- [What is needed]
Count every line in the entries that holds the word "Rowlands". The reply is that count alone.

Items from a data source
====
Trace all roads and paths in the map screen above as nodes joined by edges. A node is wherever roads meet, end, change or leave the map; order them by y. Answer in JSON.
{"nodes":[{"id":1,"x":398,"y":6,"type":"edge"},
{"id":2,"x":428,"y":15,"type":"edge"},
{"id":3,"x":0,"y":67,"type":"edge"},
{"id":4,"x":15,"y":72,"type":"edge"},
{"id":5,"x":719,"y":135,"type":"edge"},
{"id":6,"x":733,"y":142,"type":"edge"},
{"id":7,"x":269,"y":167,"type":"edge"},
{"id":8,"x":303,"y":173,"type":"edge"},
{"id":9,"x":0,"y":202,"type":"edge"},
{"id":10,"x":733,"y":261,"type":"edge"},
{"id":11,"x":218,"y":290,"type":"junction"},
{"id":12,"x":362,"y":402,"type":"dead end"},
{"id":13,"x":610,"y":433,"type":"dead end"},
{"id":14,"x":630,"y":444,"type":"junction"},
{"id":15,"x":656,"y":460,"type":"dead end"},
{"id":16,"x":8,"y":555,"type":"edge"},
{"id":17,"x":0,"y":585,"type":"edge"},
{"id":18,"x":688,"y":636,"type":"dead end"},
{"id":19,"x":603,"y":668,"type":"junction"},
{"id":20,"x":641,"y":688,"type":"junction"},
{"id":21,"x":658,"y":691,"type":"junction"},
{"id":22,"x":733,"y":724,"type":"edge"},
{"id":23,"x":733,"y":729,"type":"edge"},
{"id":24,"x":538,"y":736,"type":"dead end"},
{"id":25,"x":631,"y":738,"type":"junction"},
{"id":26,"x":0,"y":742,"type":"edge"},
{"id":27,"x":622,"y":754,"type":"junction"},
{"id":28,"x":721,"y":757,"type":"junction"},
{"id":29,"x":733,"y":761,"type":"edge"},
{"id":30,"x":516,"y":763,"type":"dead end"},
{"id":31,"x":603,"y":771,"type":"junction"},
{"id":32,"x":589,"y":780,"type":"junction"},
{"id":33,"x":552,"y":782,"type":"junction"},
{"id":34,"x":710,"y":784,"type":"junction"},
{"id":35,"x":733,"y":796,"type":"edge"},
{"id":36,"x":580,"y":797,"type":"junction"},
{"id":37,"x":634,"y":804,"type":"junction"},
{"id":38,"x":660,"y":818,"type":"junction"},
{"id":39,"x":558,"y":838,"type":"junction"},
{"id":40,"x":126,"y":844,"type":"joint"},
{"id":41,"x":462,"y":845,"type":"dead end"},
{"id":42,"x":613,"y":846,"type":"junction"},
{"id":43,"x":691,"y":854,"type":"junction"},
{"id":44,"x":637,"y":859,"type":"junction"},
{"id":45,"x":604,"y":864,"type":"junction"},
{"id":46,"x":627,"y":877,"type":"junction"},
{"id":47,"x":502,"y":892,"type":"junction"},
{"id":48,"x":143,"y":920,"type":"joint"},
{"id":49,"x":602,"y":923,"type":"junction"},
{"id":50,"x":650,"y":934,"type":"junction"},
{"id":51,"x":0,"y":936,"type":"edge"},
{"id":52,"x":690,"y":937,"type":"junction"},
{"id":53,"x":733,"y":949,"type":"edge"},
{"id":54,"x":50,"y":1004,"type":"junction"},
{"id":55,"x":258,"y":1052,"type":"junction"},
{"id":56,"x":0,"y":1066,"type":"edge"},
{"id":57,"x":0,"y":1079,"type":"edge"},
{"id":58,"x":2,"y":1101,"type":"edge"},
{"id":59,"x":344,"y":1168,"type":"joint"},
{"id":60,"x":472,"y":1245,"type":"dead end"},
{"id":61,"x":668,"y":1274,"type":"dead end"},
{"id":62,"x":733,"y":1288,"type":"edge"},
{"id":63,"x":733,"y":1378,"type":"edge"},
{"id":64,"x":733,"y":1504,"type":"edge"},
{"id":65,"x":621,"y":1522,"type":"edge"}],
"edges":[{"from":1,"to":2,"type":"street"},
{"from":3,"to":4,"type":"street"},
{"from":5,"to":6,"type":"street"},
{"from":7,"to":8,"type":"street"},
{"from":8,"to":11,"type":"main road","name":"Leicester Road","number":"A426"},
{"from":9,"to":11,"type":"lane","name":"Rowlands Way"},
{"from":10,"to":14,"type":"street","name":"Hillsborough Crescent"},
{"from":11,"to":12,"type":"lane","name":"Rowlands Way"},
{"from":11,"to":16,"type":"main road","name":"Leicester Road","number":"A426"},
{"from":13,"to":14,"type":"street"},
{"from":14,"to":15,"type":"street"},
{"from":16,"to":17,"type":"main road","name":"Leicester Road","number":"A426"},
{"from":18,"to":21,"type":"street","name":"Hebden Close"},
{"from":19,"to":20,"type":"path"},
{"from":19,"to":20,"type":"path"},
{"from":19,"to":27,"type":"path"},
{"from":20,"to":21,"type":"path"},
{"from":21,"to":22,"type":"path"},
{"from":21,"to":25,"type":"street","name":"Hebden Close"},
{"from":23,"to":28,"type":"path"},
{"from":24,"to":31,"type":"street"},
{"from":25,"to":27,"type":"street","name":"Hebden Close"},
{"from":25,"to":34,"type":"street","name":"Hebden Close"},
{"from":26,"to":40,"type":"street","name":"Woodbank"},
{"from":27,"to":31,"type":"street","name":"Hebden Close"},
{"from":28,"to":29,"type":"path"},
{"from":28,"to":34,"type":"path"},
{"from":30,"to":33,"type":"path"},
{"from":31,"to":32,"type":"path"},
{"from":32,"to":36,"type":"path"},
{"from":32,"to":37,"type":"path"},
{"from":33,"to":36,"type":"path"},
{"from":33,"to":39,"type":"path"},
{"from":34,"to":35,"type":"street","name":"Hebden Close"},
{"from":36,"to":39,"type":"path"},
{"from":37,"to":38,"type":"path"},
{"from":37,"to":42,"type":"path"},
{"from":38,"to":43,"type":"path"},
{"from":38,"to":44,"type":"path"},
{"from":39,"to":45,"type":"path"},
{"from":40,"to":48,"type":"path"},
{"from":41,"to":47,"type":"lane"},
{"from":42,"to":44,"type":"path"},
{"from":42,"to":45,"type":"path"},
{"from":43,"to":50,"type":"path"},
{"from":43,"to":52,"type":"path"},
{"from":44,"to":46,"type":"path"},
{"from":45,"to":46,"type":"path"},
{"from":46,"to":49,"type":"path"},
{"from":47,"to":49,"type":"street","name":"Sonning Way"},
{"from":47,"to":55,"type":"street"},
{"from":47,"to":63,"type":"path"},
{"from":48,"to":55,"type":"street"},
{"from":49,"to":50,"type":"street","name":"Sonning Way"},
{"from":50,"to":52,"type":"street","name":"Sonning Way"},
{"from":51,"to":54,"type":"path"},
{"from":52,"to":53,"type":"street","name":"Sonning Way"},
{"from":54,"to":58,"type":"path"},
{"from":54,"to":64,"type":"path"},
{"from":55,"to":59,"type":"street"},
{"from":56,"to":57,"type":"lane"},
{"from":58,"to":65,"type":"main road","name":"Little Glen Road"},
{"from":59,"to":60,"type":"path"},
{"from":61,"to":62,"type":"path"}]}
====
- [The answer]
2